Data excerpts below:

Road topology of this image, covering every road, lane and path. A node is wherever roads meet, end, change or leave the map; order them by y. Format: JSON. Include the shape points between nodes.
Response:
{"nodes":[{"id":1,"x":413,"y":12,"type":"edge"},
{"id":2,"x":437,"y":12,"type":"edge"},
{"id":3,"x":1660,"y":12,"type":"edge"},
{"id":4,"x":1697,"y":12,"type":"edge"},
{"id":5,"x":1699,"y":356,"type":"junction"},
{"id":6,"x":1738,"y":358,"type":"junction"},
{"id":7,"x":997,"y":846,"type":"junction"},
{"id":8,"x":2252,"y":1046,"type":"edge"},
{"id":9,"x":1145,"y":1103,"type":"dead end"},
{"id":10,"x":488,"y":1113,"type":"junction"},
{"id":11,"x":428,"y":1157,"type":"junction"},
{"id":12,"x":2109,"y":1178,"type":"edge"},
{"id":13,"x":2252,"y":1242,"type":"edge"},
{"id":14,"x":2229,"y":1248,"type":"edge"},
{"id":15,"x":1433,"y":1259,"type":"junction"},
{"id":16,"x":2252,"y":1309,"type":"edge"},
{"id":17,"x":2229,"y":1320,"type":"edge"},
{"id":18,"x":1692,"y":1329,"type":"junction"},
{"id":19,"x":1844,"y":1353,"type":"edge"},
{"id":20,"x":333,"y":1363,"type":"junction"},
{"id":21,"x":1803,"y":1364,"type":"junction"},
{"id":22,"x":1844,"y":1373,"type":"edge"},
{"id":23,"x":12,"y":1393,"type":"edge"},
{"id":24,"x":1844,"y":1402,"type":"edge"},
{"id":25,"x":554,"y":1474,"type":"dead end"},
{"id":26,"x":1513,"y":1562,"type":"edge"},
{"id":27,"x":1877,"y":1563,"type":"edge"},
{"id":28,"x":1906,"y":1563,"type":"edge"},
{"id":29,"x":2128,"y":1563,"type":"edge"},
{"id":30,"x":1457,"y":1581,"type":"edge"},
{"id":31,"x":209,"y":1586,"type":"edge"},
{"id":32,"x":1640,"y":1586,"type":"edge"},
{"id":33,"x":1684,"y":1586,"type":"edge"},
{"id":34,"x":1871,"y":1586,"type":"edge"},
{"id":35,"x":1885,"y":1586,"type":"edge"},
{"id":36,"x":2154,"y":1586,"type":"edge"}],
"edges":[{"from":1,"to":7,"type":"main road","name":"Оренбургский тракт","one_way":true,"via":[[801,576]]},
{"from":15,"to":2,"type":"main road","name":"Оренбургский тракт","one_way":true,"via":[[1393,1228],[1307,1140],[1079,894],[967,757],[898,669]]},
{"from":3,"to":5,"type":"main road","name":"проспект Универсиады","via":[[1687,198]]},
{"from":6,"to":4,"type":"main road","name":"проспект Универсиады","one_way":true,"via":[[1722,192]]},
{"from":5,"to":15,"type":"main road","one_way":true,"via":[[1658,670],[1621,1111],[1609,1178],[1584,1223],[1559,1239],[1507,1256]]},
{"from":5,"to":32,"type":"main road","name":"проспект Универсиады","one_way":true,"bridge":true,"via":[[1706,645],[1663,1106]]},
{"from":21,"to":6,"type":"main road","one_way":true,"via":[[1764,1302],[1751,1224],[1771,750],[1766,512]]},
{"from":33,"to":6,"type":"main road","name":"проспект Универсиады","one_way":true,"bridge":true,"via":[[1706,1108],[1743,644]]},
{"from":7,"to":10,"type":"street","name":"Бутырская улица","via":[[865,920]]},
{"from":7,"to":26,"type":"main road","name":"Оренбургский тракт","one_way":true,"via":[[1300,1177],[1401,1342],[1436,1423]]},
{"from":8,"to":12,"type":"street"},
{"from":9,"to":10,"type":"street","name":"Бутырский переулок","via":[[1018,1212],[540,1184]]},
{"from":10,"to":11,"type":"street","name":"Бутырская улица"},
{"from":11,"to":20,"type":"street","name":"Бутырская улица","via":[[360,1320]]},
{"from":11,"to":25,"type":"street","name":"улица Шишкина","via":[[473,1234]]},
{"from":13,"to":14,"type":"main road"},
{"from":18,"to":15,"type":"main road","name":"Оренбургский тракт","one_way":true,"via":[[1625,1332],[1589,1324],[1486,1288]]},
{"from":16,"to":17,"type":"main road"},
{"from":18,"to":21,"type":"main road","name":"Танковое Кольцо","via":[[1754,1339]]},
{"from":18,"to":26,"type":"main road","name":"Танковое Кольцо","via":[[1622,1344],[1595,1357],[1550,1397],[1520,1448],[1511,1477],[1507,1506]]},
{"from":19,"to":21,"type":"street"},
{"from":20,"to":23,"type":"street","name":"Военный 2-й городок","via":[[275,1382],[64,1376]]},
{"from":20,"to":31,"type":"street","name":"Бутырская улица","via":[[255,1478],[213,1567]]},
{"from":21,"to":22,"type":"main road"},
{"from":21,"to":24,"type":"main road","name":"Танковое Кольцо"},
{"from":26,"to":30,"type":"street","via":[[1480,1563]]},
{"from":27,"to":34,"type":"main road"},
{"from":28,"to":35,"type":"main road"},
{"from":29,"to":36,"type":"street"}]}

End of Data excerpts.

**Instructions for the task**
Give the complete material back, word for word.

**Expected answer**
Road topology of this image, covering every road, lane and path. A node is wherever roads meet, end, change or leave the map; order them by y. Format: JSON. Include the shape points between nodes.
Response:
{"nodes":[{"id":1,"x":413,"y":12,"type":"edge"},
{"id":2,"x":437,"y":12,"type":"edge"},
{"id":3,"x":1660,"y":12,"type":"edge"},
{"id":4,"x":1697,"y":12,"type":"edge"},
{"id":5,"x":1699,"y":356,"type":"junction"},
{"id":6,"x":1738,"y":358,"type":"junction"},
{"id":7,"x":997,"y":846,"type":"junction"},
{"id":8,"x":2252,"y":1046,"type":"edge"},
{"id":9,"x":1145,"y":1103,"type":"dead end"},
{"id":10,"x":488,"y":1113,"type":"junction"},
{"id":11,"x":428,"y":1157,"type":"junction"},
{"id":12,"x":2109,"y":1178,"type":"edge"},
{"id":13,"x":2252,"y":1242,"type":"edge"},
{"id":14,"x":2229,"y":1248,"type":"edge"},
{"id":15,"x":1433,"y":1259,"type":"junction"},
{"id":16,"x":2252,"y":1309,"type":"edge"},
{"id":17,"x":2229,"y":1320,"type":"edge"},
{"id":18,"x":1692,"y":1329,"type":"junction"},
{"id":19,"x":1844,"y":1353,"type":"edge"},
{"id":20,"x":333,"y":1363,"type":"junction"},
{"id":21,"x":1803,"y":1364,"type":"junction"},
{"id":22,"x":1844,"y":1373,"type":"edge"},
{"id":23,"x":12,"y":1393,"type":"edge"},
{"id":24,"x":1844,"y":1402,"type":"edge"},
{"id":25,"x":554,"y":1474,"type":"dead end"},
{"id":26,"x":1513,"y":1562,"type":"edge"},
{"id":27,"x":1877,"y":1563,"type":"edge"},
{"id":28,"x":1906,"y":1563,"type":"edge"},
{"id":29,"x":2128,"y":1563,"type":"edge"},
{"id":30,"x":1457,"y":1581,"type":"edge"},
{"id":31,"x":209,"y":1586,"type":"edge"},
{"id":32,"x":1640,"y":1586,"type":"edge"},
{"id":33,"x":1684,"y":1586,"type":"edge"},
{"id":34,"x":1871,"y":1586,"type":"edge"},
{"id":35,"x":1885,"y":1586,"type":"edge"},
{"id":36,"x":2154,"y":1586,"type":"edge"}],
"edges":[{"from":1,"to":7,"type":"main road","name":"Оренбургский тракт","one_way":true,"via":[[801,576]]},
{"from":15,"to":2,"type":"main road","name":"Оренбургский тракт","one_way":true,"via":[[1393,1228],[1307,1140],[1079,894],[967,757],[898,669]]},
{"from":3,"to":5,"type":"main road","name":"проспект Универсиады","via":[[1687,198]]},
{"from":6,"to":4,"type":"main road","name":"проспект Универсиады","one_way":true,"via":[[1722,192]]},
{"from":5,"to":15,"type":"main road","one_way":true,"via":[[1658,670],[1621,1111],[1609,1178],[1584,1223],[1559,1239],[1507,1256]]},
{"from":5,"to":32,"type":"main road","name":"проспект Универсиады","one_way":true,"bridge":true,"via":[[1706,645],[1663,1106]]},
{"from":21,"to":6,"type":"main road","one_way":true,"via":[[1764,1302],[1751,1224],[1771,750],[1766,512]]},
{"from":33,"to":6,"type":"main road","name":"проспект Универсиады","one_way":true,"bridge":true,"via":[[1706,1108],[1743,644]]},
{"from":7,"to":10,"type":"street","name":"Бутырская улица","via":[[865,920]]},
{"from":7,"to":26,"type":"main road","name":"Оренбургский тракт","one_way":true,"via":[[1300,1177],[1401,1342],[1436,1423]]},
{"from":8,"to":12,"type":"street"},
{"from":9,"to":10,"type":"street","name":"Бутырский переулок","via":[[1018,1212],[540,1184]]},
{"from":10,"to":11,"type":"street","name":"Бутырская улица"},
{"from":11,"to":20,"type":"street","name":"Бутырская улица","via":[[360,1320]]},
{"from":11,"to":25,"type":"street","name":"улица Шишкина","via":[[473,1234]]},
{"from":13,"to":14,"type":"main road"},
{"from":18,"to":15,"type":"main road","name":"Оренбургский тракт","one_way":true,"via":[[1625,1332],[1589,1324],[1486,1288]]},
{"from":16,"to":17,"type":"main road"},
{"from":18,"to":21,"type":"main road","name":"Танковое Кольцо","via":[[1754,1339]]},
{"from":18,"to":26,"type":"main road","name":"Танковое Кольцо","via":[[1622,1344],[1595,1357],[1550,1397],[1520,1448],[1511,1477],[1507,1506]]},
{"from":19,"to":21,"type":"street"},
{"from":20,"to":23,"type":"street","name":"Военный 2-й городок","via":[[275,1382],[64,1376]]},
{"from":20,"to":31,"type":"street","name":"Бутырская улица","via":[[255,1478],[213,1567]]},
{"from":21,"to":22,"type":"main road"},
{"from":21,"to":24,"type":"main road","name":"Танковое Кольцо"},
{"from":26,"to":30,"type":"street","via":[[1480,1563]]},
{"from":27,"to":34,"type":"main road"},
{"from":28,"to":35,"type":"main road"},
{"from":29,"to":36,"type":"street"}]}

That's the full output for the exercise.